┌──

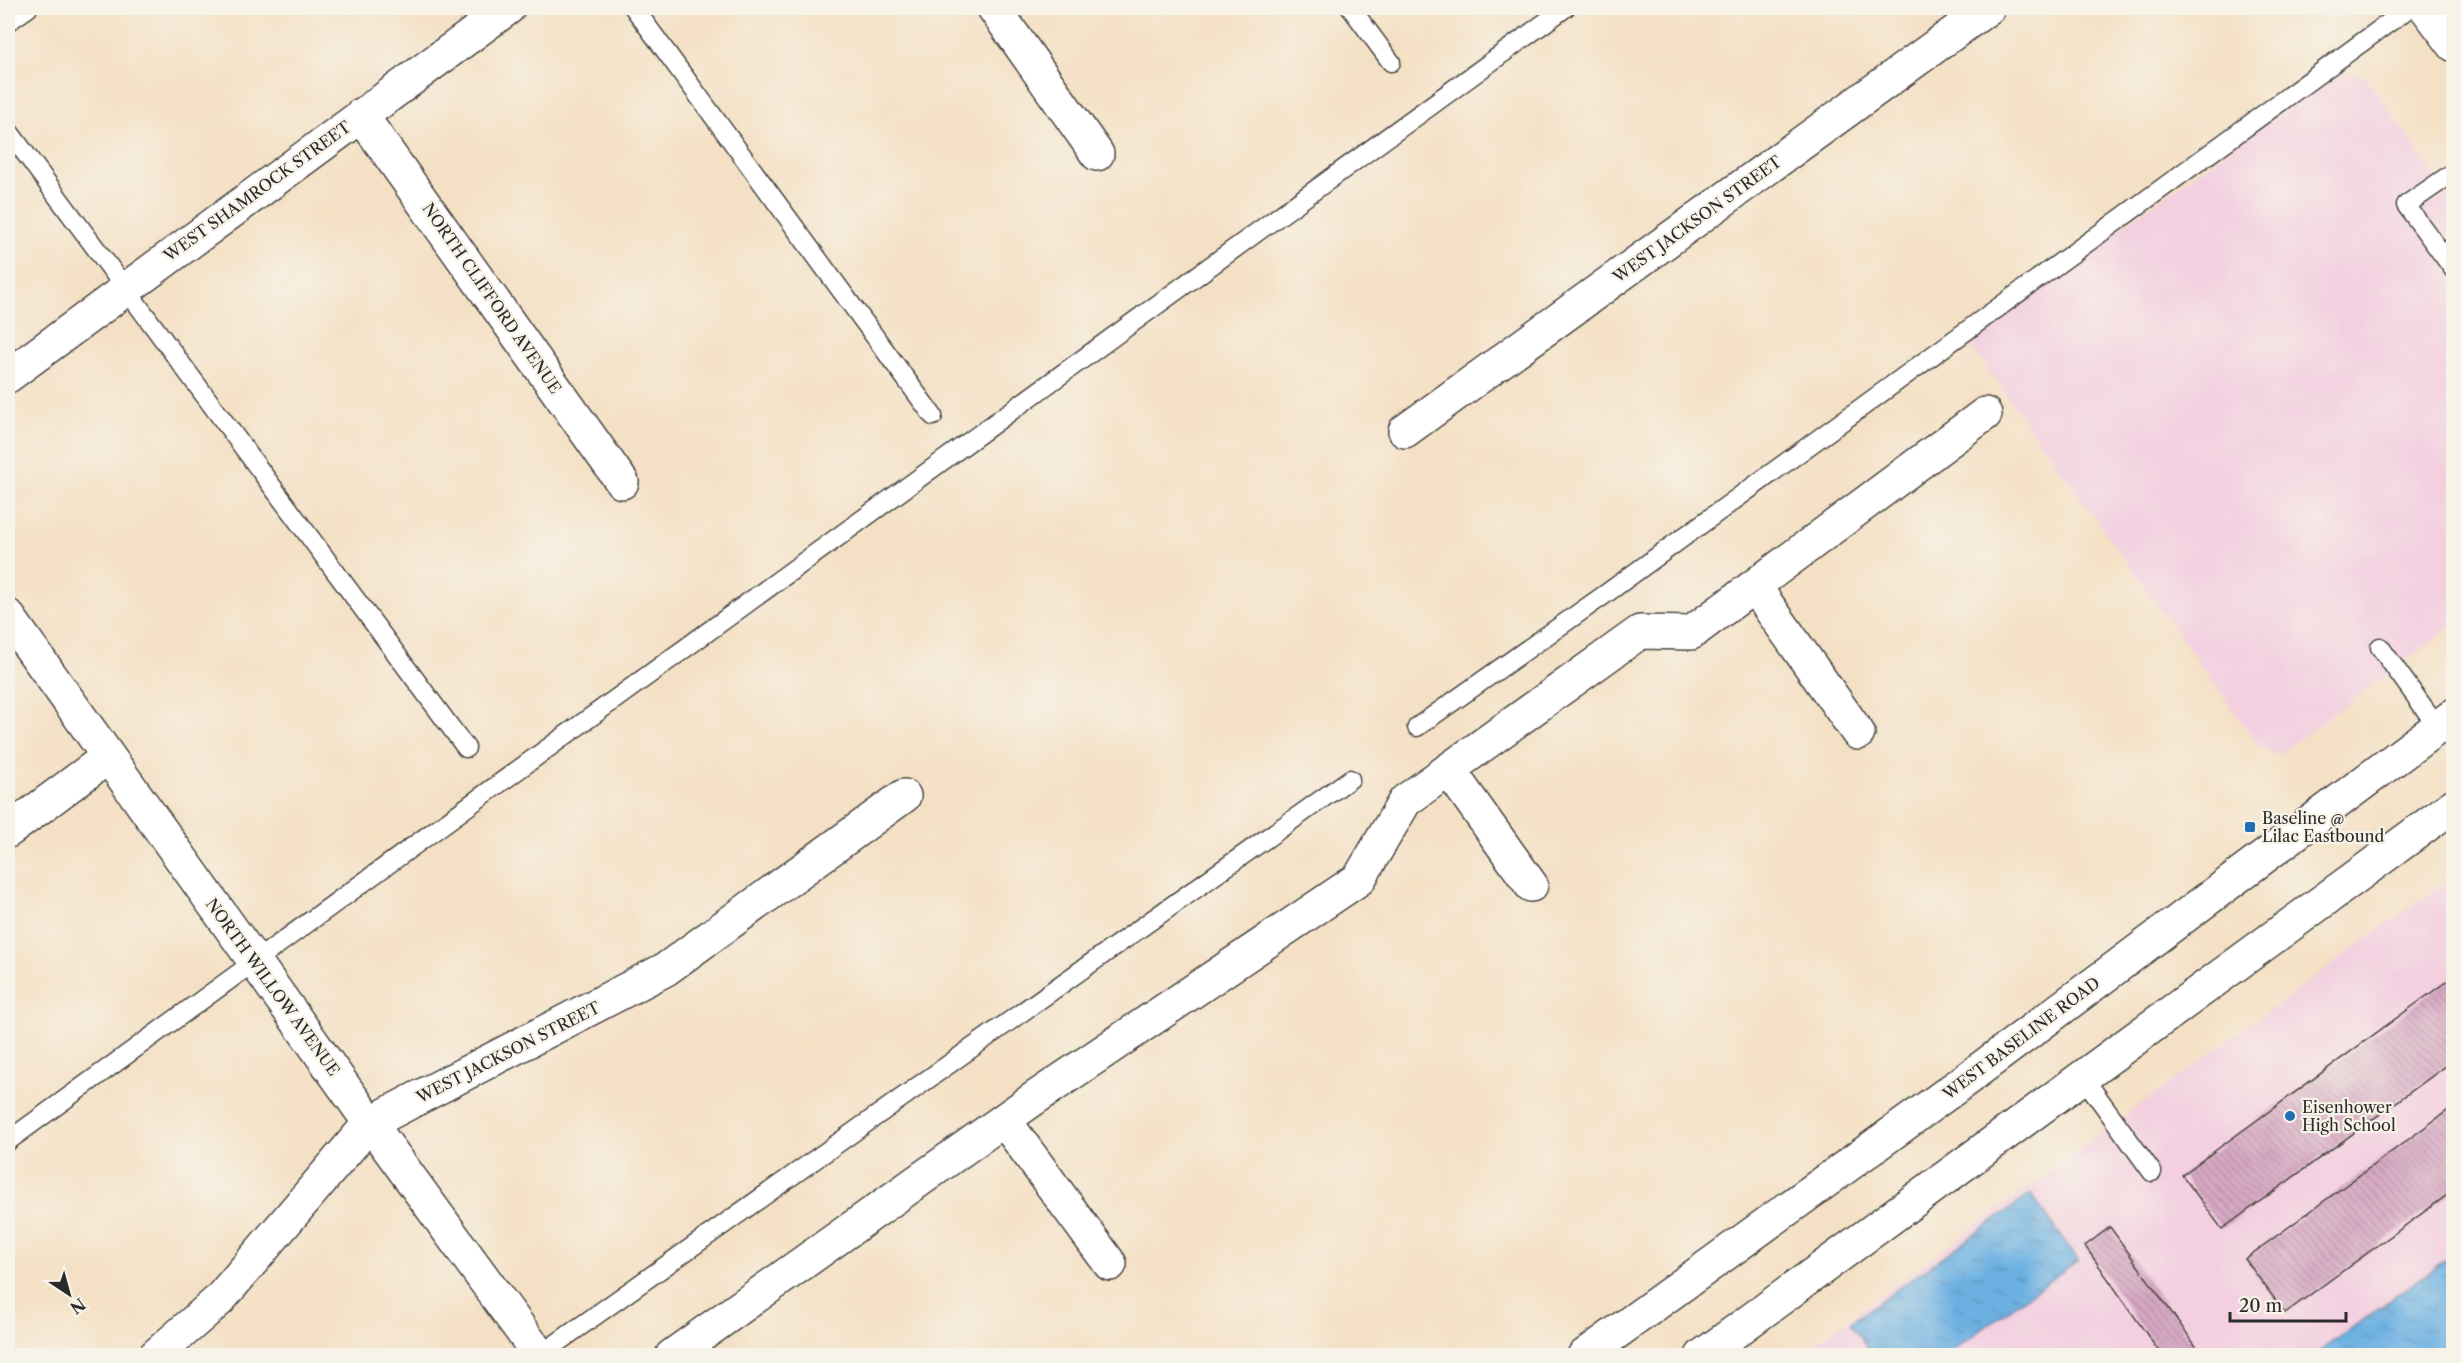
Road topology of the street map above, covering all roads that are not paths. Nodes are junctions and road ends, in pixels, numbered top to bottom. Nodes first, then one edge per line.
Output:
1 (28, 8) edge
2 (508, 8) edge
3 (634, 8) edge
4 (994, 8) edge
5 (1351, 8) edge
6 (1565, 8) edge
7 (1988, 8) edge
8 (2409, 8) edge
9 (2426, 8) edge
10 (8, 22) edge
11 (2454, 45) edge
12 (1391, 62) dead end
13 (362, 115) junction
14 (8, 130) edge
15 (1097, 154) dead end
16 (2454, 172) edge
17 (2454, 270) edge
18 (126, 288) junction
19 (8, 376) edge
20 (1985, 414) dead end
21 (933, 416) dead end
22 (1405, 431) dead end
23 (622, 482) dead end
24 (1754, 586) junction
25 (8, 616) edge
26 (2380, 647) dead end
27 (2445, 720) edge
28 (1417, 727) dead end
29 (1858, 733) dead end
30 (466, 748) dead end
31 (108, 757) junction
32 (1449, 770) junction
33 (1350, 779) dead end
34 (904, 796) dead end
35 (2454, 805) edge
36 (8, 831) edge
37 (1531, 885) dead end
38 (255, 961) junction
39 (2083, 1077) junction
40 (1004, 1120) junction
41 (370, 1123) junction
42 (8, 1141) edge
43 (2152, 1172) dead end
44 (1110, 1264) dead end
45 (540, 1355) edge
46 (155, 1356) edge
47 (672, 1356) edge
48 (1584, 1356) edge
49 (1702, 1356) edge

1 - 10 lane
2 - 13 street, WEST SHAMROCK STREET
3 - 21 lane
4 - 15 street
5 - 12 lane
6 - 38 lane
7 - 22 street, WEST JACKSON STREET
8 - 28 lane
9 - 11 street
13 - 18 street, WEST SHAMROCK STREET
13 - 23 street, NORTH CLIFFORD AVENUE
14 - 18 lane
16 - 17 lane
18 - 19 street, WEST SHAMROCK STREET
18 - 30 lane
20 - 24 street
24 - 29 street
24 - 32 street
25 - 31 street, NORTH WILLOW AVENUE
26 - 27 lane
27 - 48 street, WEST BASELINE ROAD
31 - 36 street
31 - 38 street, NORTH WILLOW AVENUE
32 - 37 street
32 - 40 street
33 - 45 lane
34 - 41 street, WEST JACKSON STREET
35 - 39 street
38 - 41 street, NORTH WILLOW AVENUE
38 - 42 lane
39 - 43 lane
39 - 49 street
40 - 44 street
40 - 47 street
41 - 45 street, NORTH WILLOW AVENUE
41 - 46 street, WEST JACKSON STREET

└──
┌──

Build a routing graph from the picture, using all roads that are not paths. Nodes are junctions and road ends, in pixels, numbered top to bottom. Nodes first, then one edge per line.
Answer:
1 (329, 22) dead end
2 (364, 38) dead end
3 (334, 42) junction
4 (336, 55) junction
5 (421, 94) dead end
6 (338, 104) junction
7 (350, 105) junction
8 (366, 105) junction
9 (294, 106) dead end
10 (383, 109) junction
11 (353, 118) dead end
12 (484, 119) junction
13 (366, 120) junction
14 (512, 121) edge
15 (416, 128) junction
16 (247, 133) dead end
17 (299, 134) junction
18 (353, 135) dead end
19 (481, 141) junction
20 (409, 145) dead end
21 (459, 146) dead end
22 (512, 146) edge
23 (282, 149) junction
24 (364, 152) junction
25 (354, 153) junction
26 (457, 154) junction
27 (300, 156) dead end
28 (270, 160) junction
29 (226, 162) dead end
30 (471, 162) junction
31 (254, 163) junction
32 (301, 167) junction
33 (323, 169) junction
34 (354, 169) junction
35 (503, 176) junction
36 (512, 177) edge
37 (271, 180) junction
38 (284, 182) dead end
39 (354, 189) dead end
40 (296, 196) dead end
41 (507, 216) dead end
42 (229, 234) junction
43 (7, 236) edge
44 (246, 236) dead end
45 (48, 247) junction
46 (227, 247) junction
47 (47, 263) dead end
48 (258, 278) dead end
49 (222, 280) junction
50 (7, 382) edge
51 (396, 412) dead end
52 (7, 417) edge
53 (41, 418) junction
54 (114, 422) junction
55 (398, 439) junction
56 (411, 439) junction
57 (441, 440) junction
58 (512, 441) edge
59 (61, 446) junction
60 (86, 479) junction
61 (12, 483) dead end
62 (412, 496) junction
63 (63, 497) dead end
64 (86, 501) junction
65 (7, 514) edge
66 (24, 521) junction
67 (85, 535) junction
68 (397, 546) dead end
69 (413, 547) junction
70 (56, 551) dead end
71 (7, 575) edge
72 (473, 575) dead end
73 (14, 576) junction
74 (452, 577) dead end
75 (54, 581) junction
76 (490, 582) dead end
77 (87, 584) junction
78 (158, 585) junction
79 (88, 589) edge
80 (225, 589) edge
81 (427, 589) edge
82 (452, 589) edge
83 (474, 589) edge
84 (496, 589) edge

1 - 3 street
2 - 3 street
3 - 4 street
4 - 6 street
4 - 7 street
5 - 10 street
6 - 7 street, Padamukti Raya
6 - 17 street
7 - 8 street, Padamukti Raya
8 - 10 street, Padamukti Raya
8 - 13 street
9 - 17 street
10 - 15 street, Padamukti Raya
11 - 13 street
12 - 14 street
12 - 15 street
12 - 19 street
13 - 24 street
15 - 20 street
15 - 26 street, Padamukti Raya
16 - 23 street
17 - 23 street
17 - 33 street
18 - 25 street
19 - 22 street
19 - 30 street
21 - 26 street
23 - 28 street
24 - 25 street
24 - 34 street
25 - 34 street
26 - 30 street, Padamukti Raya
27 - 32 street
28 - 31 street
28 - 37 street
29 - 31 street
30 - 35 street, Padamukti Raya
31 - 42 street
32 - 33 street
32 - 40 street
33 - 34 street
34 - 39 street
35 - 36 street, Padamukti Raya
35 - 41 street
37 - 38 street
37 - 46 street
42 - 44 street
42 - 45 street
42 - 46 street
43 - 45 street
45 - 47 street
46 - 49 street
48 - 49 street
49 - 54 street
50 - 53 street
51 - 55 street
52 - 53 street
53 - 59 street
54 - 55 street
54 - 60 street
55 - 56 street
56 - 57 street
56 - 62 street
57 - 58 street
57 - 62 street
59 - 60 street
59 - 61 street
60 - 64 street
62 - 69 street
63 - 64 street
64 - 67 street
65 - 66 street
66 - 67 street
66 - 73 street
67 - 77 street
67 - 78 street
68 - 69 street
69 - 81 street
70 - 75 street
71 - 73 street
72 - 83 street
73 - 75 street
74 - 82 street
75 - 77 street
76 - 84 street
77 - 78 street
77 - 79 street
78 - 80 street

└──

If a line of the listing contains "JACKSON", count it; state the final number and nothing more.

_Answer to the problem_
3